Campaign Finance Battles Won’t Go Away

John Wildermuth
Journalist and Political Commentator

Campaign finance is in the news again as the U.S. Supreme Court took another look last week at who should be allowed to get how much from whom.

Regardless of whether the justices decide in McCutcheon v. Federal Election Commission to overturn the current federal limits on combined contributions to individual candidates over a two-year election cycle – and the smart money is betting they will – the only guarantee is that it won’t be the last time one group or another stands before the high court to complain about money in politics.

Because, with a nod to Jessie Unruh, money remains the mother’s milk of politics and as campaigns get more expensive, candidates need more and more cash. As anyone who’s ever been in Sacramento during the height of the legislative fund-raising season knows, lawmakers and wannabes have become increasing creative in ways to find that money.

It’s an ugly system that requires the same people who are supposed to be leading the state and the country to spend their days “dialing for dollars” and chatting up deep-pocketed types, many of whom have very strong ideas about how government – and legislators — can best serve them.

For many good government types, the answer to that disreputable system is public financing of campaigns, where in exchange for having taxpayers pick up campaign costs, a candidate agrees to accept only limited outside financing.

Great idea, except for a few problems.

First, it assumes that all politicians are essentially grifters, eager to sell their votes, not to mention their integrity, to anyone who waves money at them.

Second, voters hate the idea. Cities like San Francisco, Oakland, Los Angeles and Long Beach have some form of public financing for local elections, but efforts to expand the idea statewide have been dismal failures.

In 2006, Prop. 89 would have paid all campaign expenses for statewide and legislative candidates who agreed not to take private contributions and financed the program with a $200 million annual boost in the state corporate income tax. The idea was beyond unpopular. It lost, collecting only 26 percent of the vote.

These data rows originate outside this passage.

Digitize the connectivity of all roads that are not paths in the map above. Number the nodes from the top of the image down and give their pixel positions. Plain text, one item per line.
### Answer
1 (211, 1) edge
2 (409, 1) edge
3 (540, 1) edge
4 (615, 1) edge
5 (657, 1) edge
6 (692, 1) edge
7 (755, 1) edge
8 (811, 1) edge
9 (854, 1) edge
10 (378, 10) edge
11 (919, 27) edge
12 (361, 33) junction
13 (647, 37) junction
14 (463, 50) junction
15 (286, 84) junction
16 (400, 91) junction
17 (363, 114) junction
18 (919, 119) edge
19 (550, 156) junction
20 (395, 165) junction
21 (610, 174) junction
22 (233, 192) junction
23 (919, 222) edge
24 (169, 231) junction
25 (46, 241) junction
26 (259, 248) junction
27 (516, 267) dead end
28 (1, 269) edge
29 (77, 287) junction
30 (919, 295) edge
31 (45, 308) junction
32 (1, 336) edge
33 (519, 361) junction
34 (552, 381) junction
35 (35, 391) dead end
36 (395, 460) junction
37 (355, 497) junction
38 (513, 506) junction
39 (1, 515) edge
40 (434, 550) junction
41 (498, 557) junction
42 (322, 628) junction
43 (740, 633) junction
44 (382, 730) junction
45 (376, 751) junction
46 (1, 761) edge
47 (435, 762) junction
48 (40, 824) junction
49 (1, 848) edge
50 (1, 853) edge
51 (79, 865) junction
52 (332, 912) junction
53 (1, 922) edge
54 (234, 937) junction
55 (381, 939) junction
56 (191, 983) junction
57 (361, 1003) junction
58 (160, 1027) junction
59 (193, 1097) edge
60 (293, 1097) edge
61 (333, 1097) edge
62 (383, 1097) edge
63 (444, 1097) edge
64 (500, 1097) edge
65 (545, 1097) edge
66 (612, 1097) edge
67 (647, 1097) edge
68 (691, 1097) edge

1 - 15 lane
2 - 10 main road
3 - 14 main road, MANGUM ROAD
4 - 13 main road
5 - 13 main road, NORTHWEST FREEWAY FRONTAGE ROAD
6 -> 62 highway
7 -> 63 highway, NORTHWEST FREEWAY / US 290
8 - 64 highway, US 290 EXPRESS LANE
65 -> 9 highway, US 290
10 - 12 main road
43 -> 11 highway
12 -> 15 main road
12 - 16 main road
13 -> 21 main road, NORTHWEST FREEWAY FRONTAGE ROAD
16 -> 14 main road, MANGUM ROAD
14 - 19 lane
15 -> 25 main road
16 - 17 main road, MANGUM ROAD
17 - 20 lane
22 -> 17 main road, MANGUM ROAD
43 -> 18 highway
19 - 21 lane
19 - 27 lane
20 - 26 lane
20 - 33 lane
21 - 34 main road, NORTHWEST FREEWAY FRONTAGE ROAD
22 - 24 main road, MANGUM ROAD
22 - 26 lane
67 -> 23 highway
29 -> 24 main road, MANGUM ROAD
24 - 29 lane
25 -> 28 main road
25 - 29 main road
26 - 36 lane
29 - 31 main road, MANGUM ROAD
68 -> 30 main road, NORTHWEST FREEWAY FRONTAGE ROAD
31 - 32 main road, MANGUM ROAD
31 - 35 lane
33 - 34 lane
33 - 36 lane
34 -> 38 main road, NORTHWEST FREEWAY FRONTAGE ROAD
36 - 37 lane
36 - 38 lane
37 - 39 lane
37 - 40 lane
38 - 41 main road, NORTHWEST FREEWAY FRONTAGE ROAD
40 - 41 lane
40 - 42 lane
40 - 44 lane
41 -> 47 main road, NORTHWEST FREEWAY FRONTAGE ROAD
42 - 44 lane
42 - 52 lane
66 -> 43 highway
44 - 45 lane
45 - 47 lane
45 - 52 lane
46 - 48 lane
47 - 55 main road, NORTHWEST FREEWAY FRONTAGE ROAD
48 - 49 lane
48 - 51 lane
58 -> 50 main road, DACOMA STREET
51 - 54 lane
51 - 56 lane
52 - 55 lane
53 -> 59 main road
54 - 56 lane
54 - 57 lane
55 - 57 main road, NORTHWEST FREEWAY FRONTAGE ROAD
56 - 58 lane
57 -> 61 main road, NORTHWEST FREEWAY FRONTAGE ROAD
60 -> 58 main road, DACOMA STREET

Prop. 15, a less ambitious 2010 ballot measure, would have set up a pilot program allowing public financing for the 2014 and 2018 secretary of state races. Voters still weren’t convinced, sending it down to a 43 percent to 57 percent defeat.

But the biggest problem with public financing is that it can’t work until the Supreme Court decides to overturn its 1976 decision in Buckley v. Valeo, which set the national rules for what is and isn’t allowed in setting campaign finance rules.

The decision also found that there could be no legal limit to the amount a candidate can give to his or her campaign, clearing the way for the parade of mega-rich folk who have made their way into California politics.

In 2010 alone, Meg Whitman put up $144 million of her own money to lose the governor’s race, while Carly Fiorina spent $5.5 million to get beat by Sen. Barbara Boxer.

Steve Poizner ($35 million) and Chris Kelley ($12 million) went them one better, spending their money in losing primary battles.

There are plenty of other names on that list of wealthy business types turned politician, people like Mike Huffington, Steve Westly, Al Checchi and Bill Simon, who each spent millions from their own pockets to run for office.

That list is mighty short of winners, of course, but the court-approved millions that self-financed candidates can put into a political campaign make a mockery of any public financing plan. Even the most generous proposal for voter-funded campaigns can’t come close to matching what a super-wealthy candidate can push onto the table.

Public financing can never level the political field when the richest office seekers are playing without limits.

That doesn’t mean campaign reformers should just surrender and accept what politicians from both parties agree is an ugly way to get elected.

Less concern about limiting campaign contributions and a heightened focus on showing exactly who is giving that money could bring an important change to the system. If big bucks donors weren’t allowed to hide behind the fast-growing web of organizations that seemingly exist only to launder campaign contributions, voters would have a better idea of just who is bankrolling a candidate and could decide for themselves if it makes a difference.

Writing about the need for transparency in government and public affairs, Louis Brandeis, a future Supreme Court justice, wrote in 1913 that “sunlight is said to be the best of disinfectants.” A century later, it’s still true.

John Wildermuth is a longtime writer on California politics.